Table A1. Description of ML techniques... | Emerald Publishing

Table A1.

Description of ML techniques

ML solution	Algorithm	Description	Source
Classification [Supervised]	Logic-based
	Decision trees	The decision tree consists of nodes, each containing a question related to a particular feature. The algorithm starts at the root node, determines which features are present for that root node question and then, depending on the answer, moves on to the next node. The classification consists of a number of decisions which occur at each node, ending at the leaf node	Thomassey and Fiordaliso (2006:410), Kotsiantis (2007:251), Marsland (2009:133), Narasimha Murty and Susheela Devi (2011:127)
	C4.5 decision trees	An iteration of the normal decision tree algorithm by pruning it to reduce the number of nodes without losing the ability to classify the instance	Thomassey and Fiordaliso (2006:410), Marsland (2009:143)
	Random forests (transfer learning decision forests)	This model uses random forests (see Clustering, unsupervised) where the knowledge produced can subsequently be applied or transferred to a given target task. This generates a classifier that can be used to exploit the knowledge from other tasks to improve the ability of the classifier to perform a target task	Goussies et al. (2014:4312
	Perceptron-based
	Neural network (dual-use algorithm)	A combination of mathematically generated neurons, which operate similarly to the human brain. These neurons are each assigned a weight based on what the artificial neural network learns, collectively forming part of a mathematical function. A network consisting of an input and an output layer can classify linearly separable classes – this is known as a feed-forward network	SMACC (2017:9)
	Statistical
	Naïve Bayes	The Naïve Bayes algorithm is a probabilistic model which determines the probability of different classes or outcomes based on previously encountered examples These examples are identified in the training data	Larsson and Segerås (2016:12)
	Bayesian belief networks	The network is modelled on the Bayesian theorem. Using a graphical model, it considers the probabilistic dependencies among features and plots these probabilistic relationships	Heckerman (2008:33), Narasimha Murty and Susheela Devi (2011:97), Witten et al. (2016:340)
	K-nearest neighbour	The algorithm classifies instances or patterns according to the nearest known neighbour class by finding similarities in the instance being classified to patterns or features in the training set	Narasimha Murty and Susheela Devi (2011:48)
	Support vector machines (dual-use algorithm)	A binary classifier that aims to separate data into two classes based on the case features	Ayodele (2010b:25)
Prediction [Supervised]	Conditional random fields	An algorithm can predict outputs by combining discriminative classification with graphical modelling	Sutton and Mccallum (2011:269)
Clustering [Unsupervised]	Parallelisation MapReduce k-nearest neighbour	A method where two methods are applied to the existing k-nearest neighbour (KNN) algorithm.

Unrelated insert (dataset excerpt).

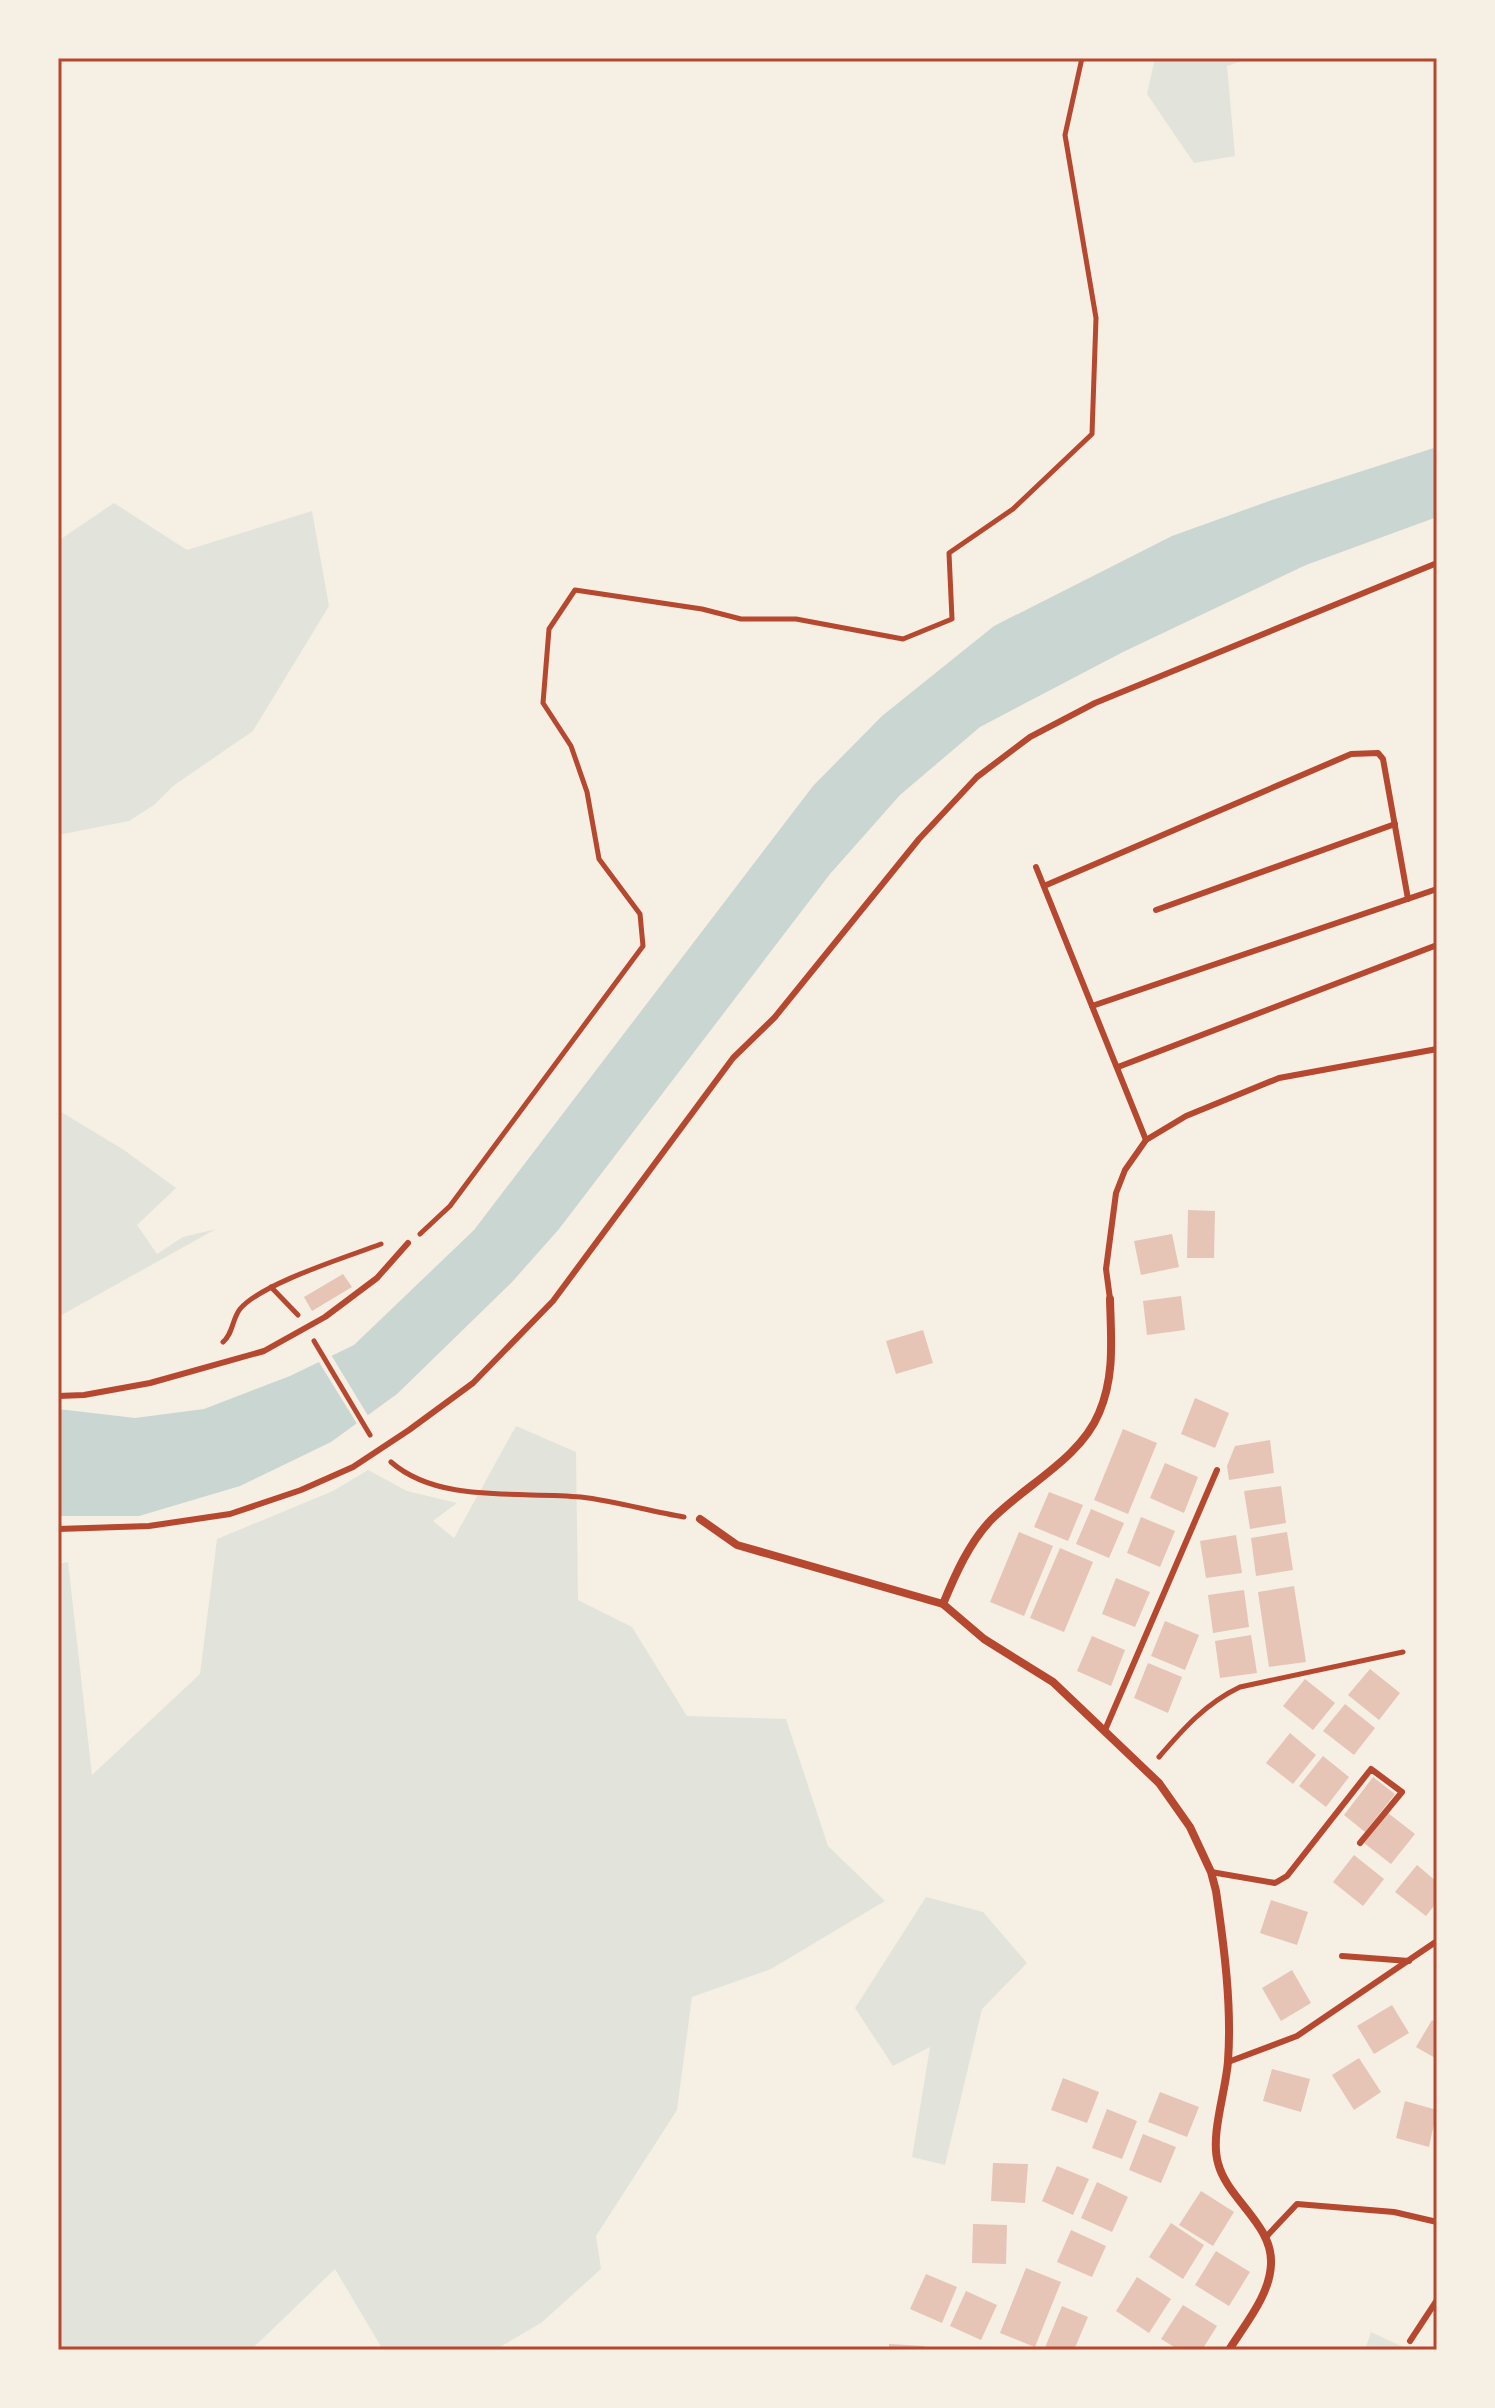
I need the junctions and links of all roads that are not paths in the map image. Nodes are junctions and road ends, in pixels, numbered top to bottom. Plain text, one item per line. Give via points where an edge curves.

Firstly, a clustering algorithm is used to group similar data to reduce the number of samples the KNN algorithm needs to process. Secondly, a map and reduced parallel model are applied to the data set to identify the independent categories of data and run the KNN algorithm multiple times simultaneously (in parallel). This improves the performance of the algorithm on larger samples	Du (2017)
	Semi-supervised clustering	Clustering algorithms are unsupervised ML algorithms that work to find a partition in the data set. Semi-supervised clustering assists the algorithm in finding a better-quality partition by providing the algorithm with any prior knowledge about the data. The clustering algorithm is then guided by the prior knowledge to find the partition in the data	Jain et al. (2014)
	K-means clustering	K-means clustering divides the data into k number of categories. To perform k-means clustering, the number of clusters, that is k, needs to be specified, and a random initial central data point (centroid) needs to be selected for each cluster. The data is then grouped based on the distance of each data point from the initial centre. The algorithm runs again until the cluster centres no longer need to move	Marsland (2009:196), Ayodele (2010b:27)
	Random forests	This model consists of a number of decision trees, each composed of a subsample of features, and is usually weaker than a full decision tree. The average, or the weighted average, of the trees is determined and used to perform the classification, effectively combining the power of the individual trees, which often produces a higher-quality result	Bucheli and Thompson (2014:4), Dataiku (2017:7)
	Self-organising maps	A form of neural network that uses unsupervised learning. The objective of the self-organising map is to produce its own representation or self-organisation of the given data as outputs are not provided	Kohonen (1990:1464), Hadzic et al. (2007:225)
Outlier detection [Unsupervised]	Association rules	Association rules determine the associative relationships between data, where the occurrence of one feature may indicate the possible occurrence of another feature. Instead of predicting a particular class, association rules can predict combinations of features and which features are commonly associated with each other, irrespective of class	Narasimha Murty and Susheela Devi (2011), Witten et al. (2016)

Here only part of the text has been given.